A Petrobras esteve presente nessas áreas a partir de consórcios com empresas petrolíferas, principalmente internacionais. Os custos exploratórios foram altíssimos (dezenas de bilhões de Reais), em razão, principalmente, das sísmicas realizadas e dos poços exploratórios perfurados. No entanto, não houve produção comercial.

A Petrobras pôde deduzir, em cada exercício, esses custos exploratórios para fins de base de cálculo do IRPJ e CSLL, em razão do art. 12 do Decreto-Lei nº 62, de 21 de novembro de 1966, consolidado no art. 416 do Regulamento do Imposto de Renda – RIR de 1999 (Decreto nº 3.000, de 26 de março de 1999), mesmo após o fim do monopólio operacional da estatal decorrente da promulgação da Emenda Constitucional nº 9, de 1995. Foi o monopólio da Petrobras na “prospecção e extração” de petróleo que justificou a edição desse Decreto-Lei.
Os parceiros da Petrobras não poderiam ter deduzido esses custos, pois não havia base legal para isso. No entanto, o Ministério da Fazenda permitiu essas deduções, com base no § 1º do art. 53 da Lei nº 4.506, de 30 de novembro de 1964. Penso que esse parágrafo não trata de exploração petrolífera, mas de cubagem e prospecção realizadas por concessionários de pesquisas ou lavra de minérios, sob a orientação técnica de engenheiro de minas. Além disso, seriam impossíveis tais deduções no regime de partilha de produção, no qual sequer há concessionários.
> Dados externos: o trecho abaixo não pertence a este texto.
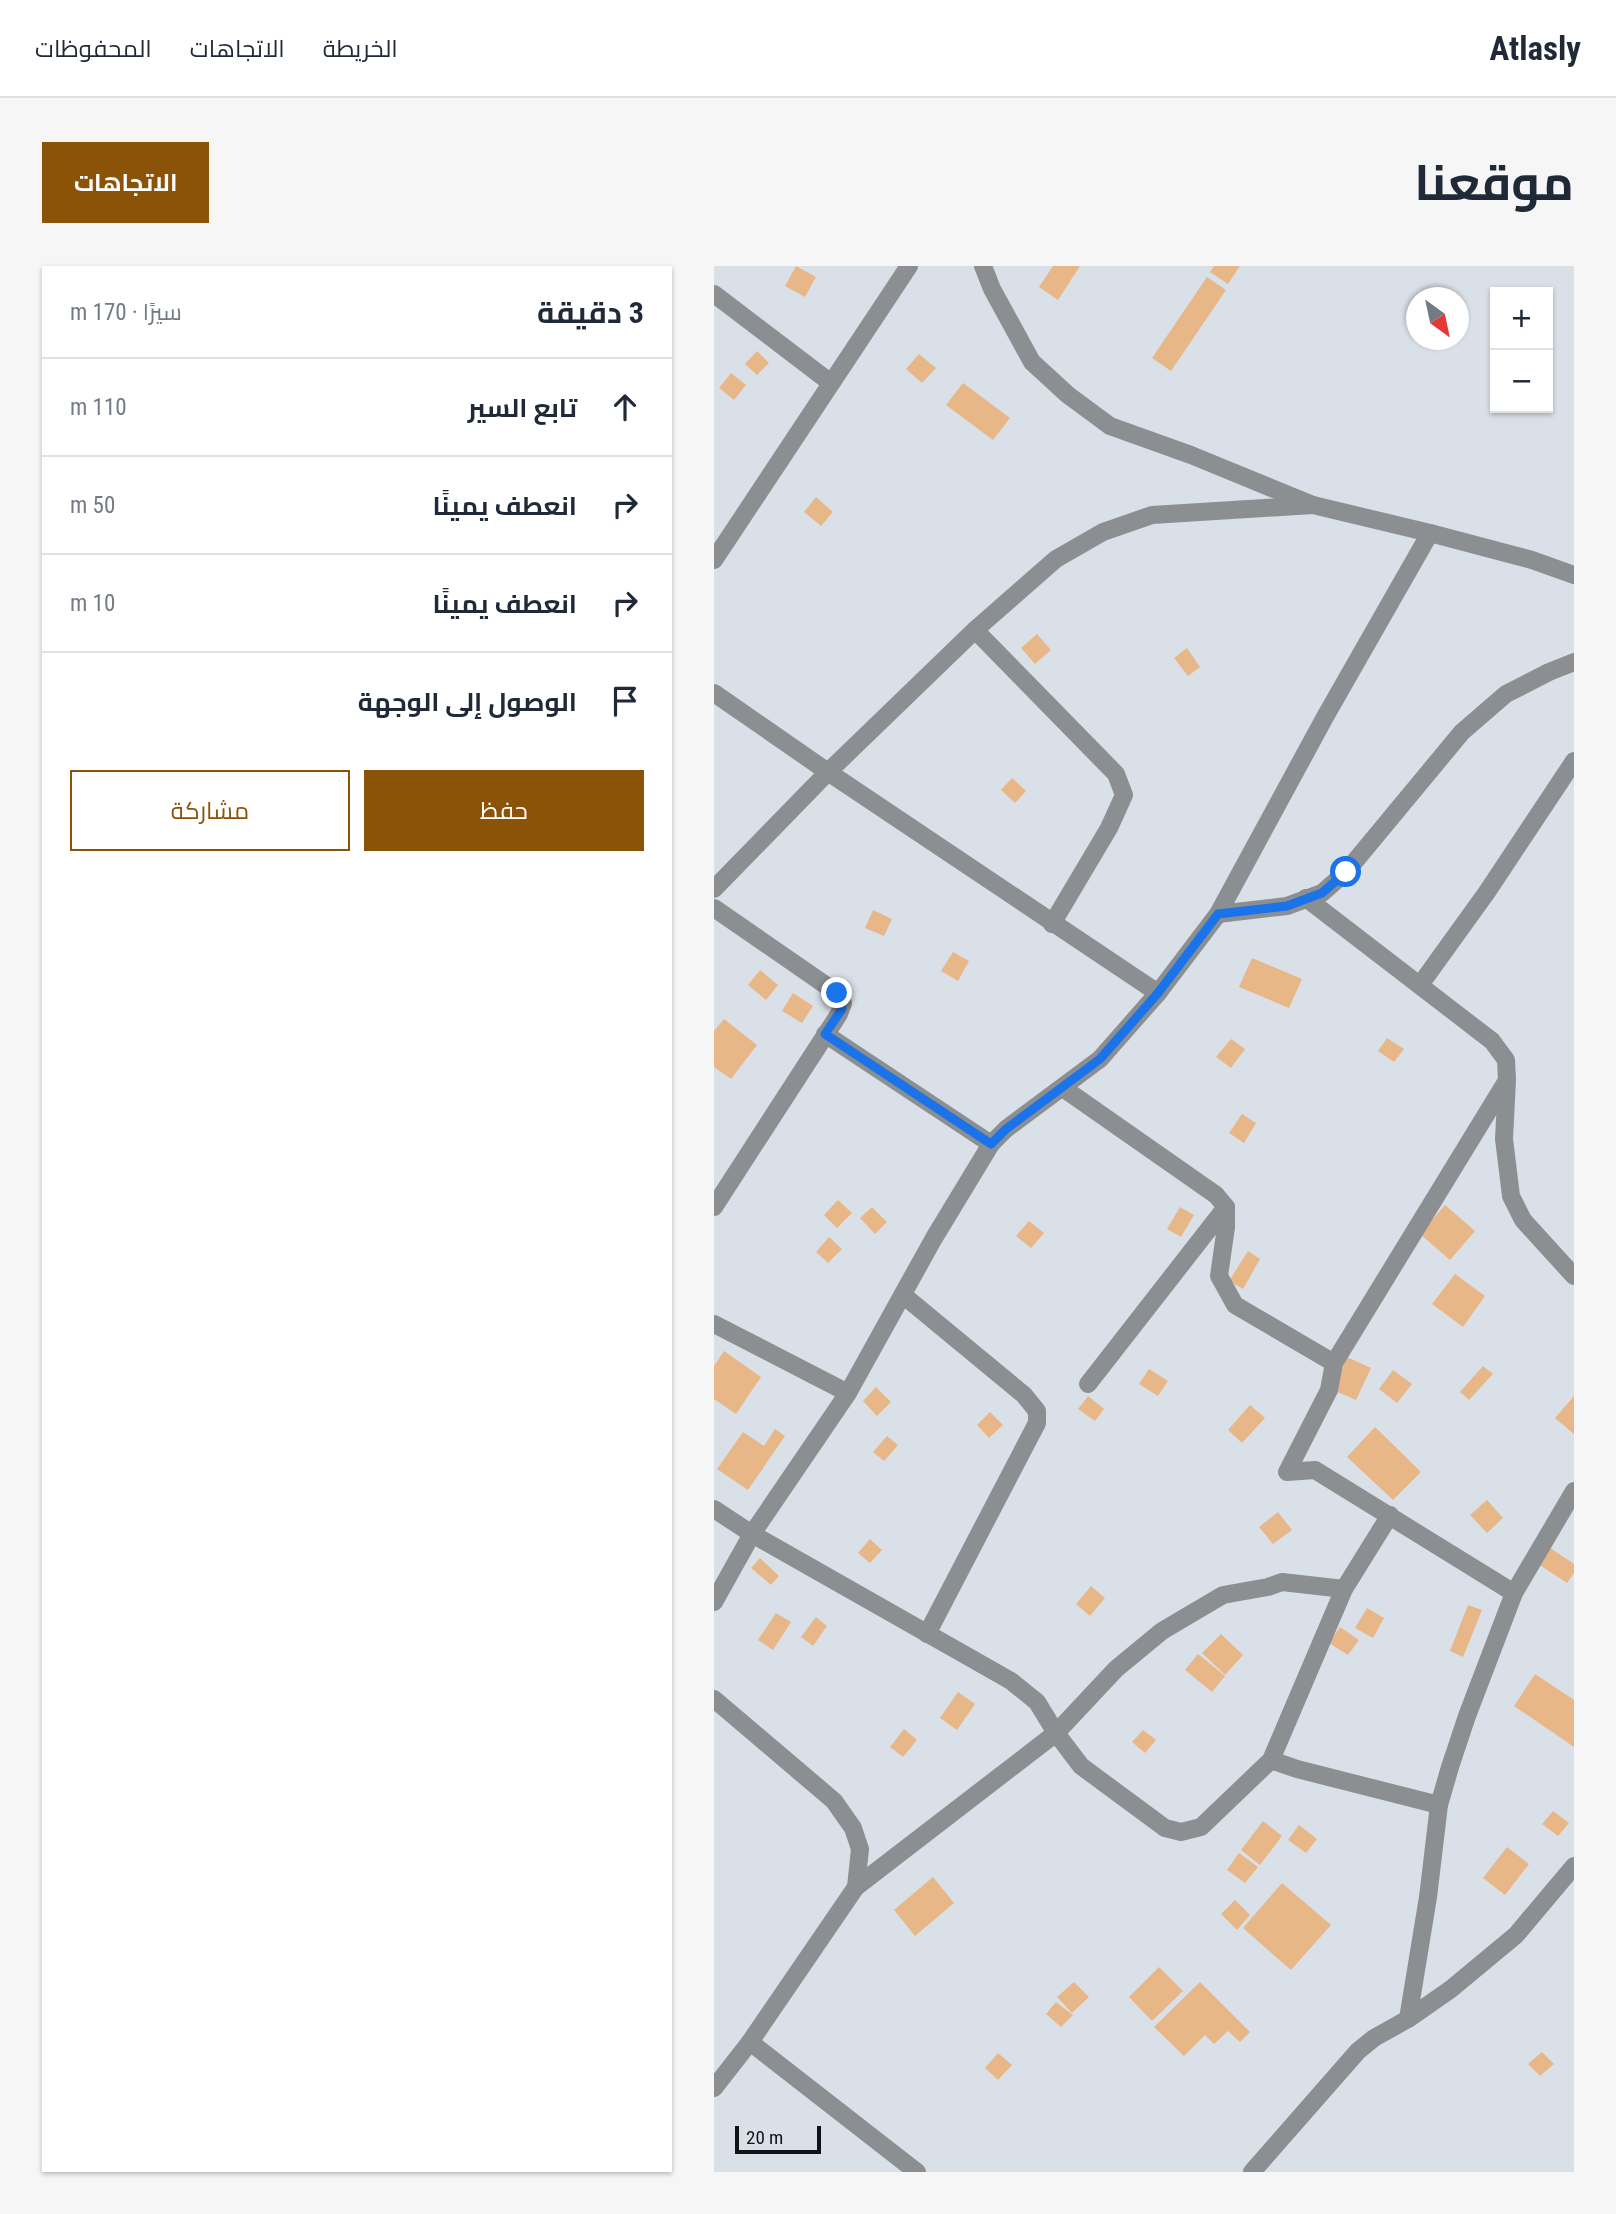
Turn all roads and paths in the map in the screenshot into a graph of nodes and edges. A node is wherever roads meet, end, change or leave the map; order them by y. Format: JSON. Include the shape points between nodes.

Nos termos do caput do art. 1º do PLV nº 36, de 2017, para fins de determinação do lucro real e da base de cálculo da CSLL, poderão ser integralmente deduzidos todos os custos exploratórios, em cada período de apuração. Em caso de descoberta comercial, os custos exploratórios também poderão ser recuperados pelo contratado como custo em óleo, o que poderá ocorrer muitos anos depois da realização do gasto e sua respectiva dedução. Desse modo, a interpretação de que poderá haver “duplicidade de dedução” também se aplica aos custos exploratórios em caso de descoberta comercial.
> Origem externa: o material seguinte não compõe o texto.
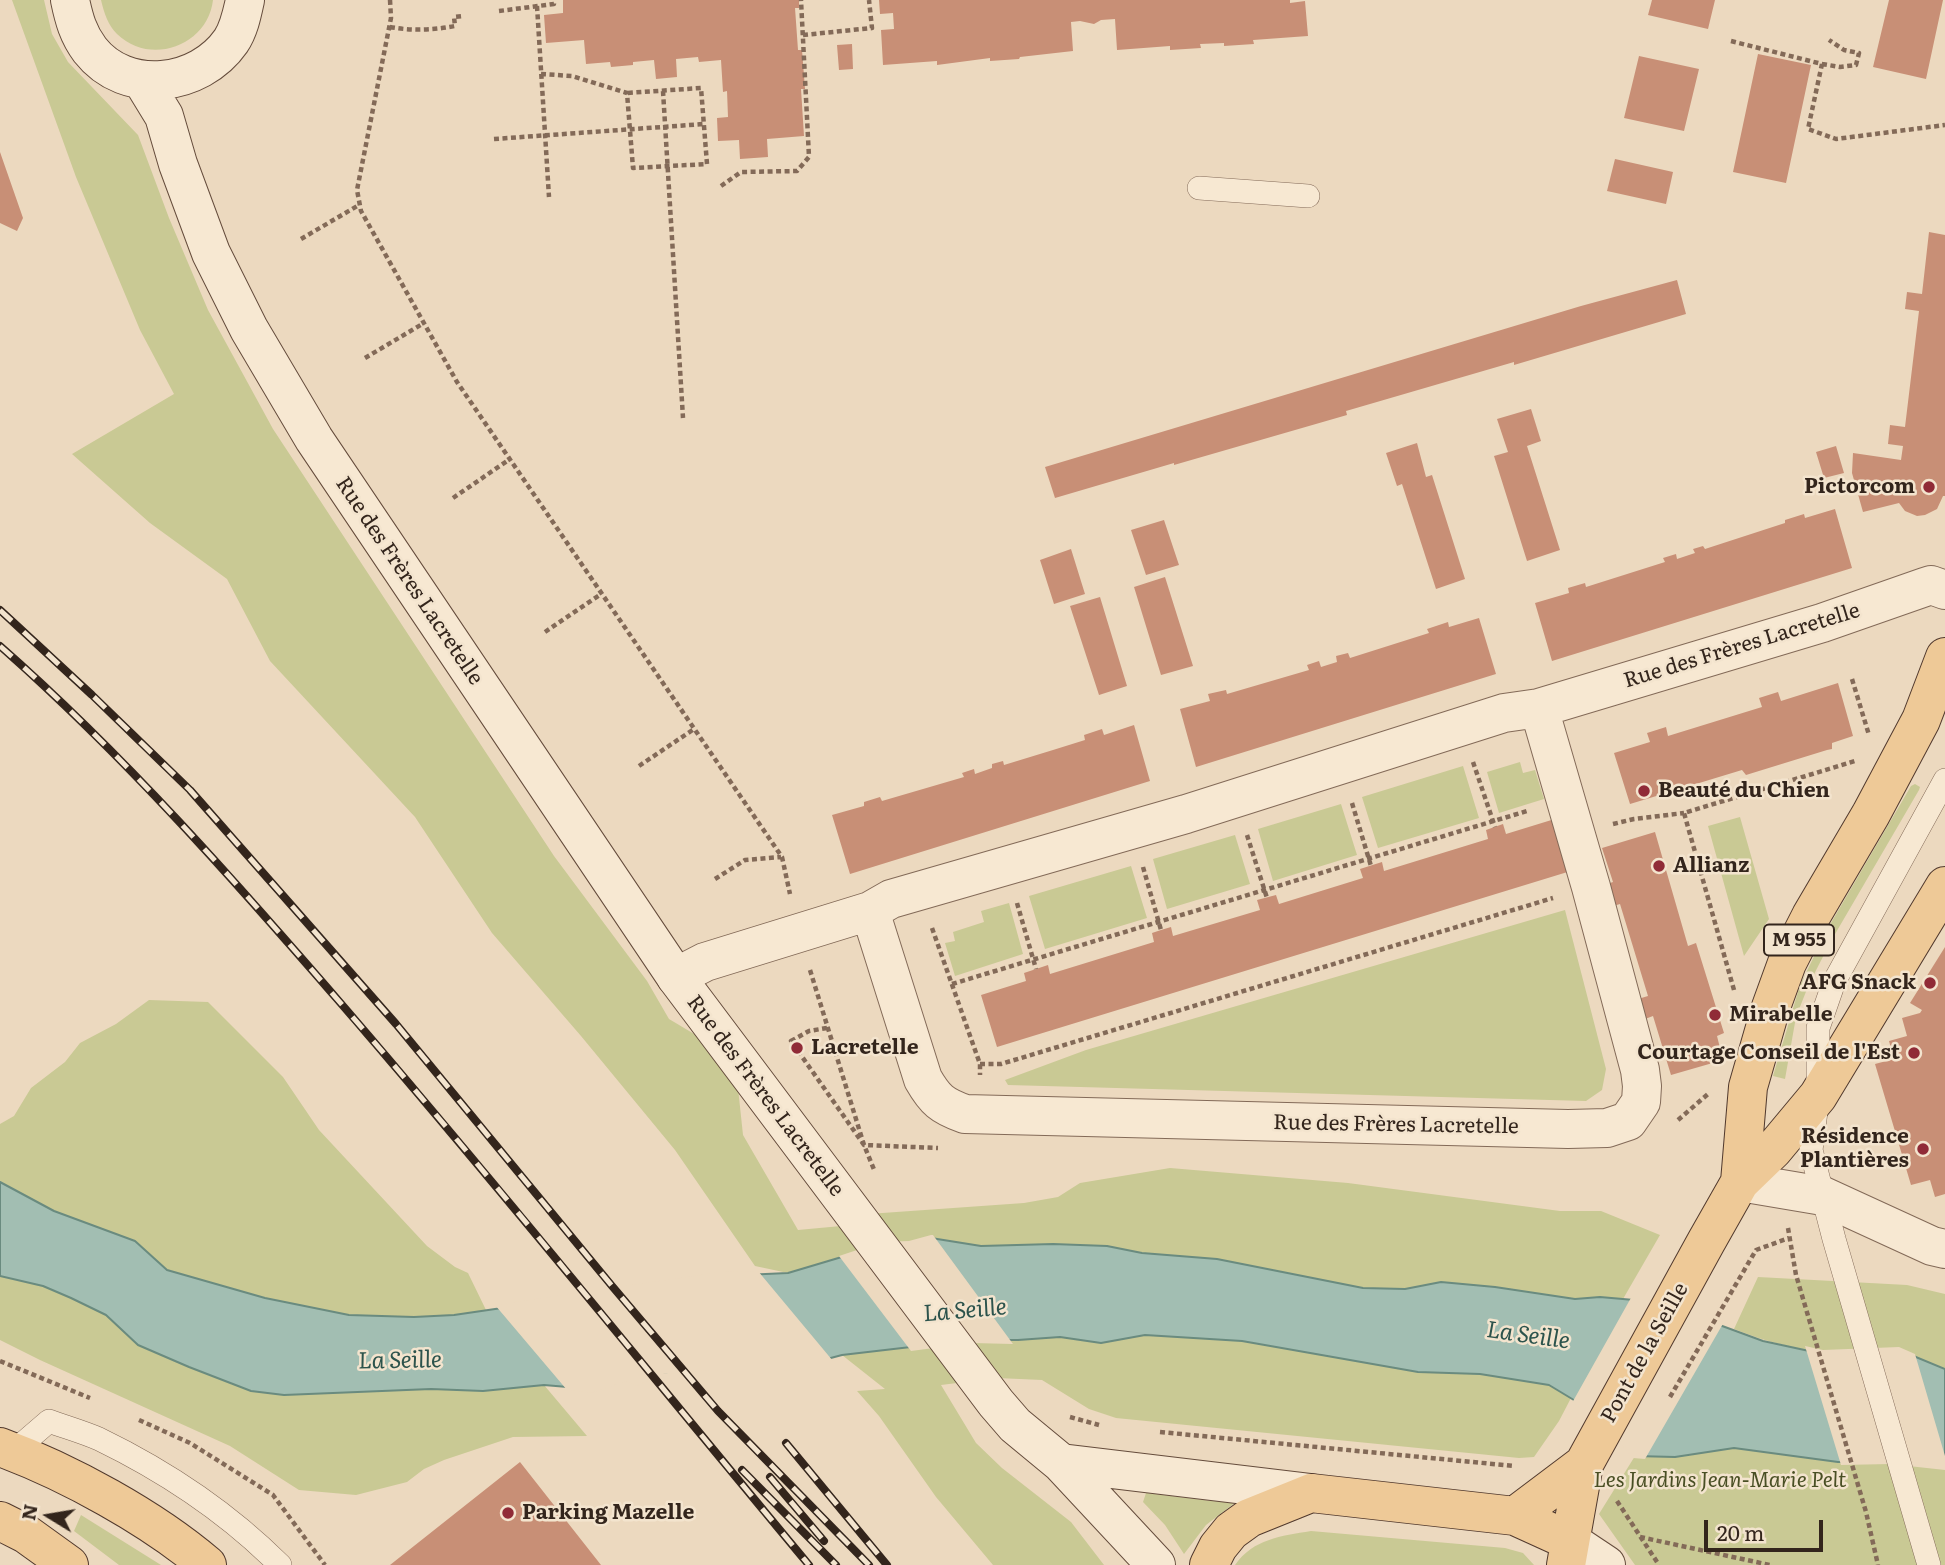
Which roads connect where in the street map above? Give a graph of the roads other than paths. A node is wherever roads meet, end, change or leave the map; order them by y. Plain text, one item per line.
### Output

Essa mesma interpretação é possível em relação aos custos de produção propriamente ditos, conhecidos na literatura internacional como lifting costs(custos de extração) e em relação aos custos de desativação, pois esses custos são recuperados pelo contratado como custo em óleo, além de poderem ser deduzidos nos temos do caput do art. 1º do PLV nº 36, de 2017. No regime de partilha de produção, há limites de valor e de tempo para tal recuperação; no caso do caput do art. 1º do PLV nº 36, de 2017, as deduções ocorrem em cada período de apuração.

No Brasil, no ano de 2016, o custo dos produtos vendidos referente a cada barril de petróleo equivalente foi da ordem de US$ 22. Para fins de determinação do IRPJ e da base de cálculo da CSLL para a área de negócio “exploração e produção – E&P”, outras despesas e custos foram deduzidos, tais como despesas de vendas, despesas gerais e administrativas, custos exploratórios em áreas não comerciais e custos com pesquisa e desenvolvimento tecnológico. Assim, em 2016, o custo total de produção relativo às atividades de E&P foi de aproximadamente US$ 24 por barril. Em áreas novas do Pré-Sal como Carcará, por exemplo, onde não há infraestrutura principalmente para o escoamento do gás natural, esse custo pode chegar a US$ 30 por barril.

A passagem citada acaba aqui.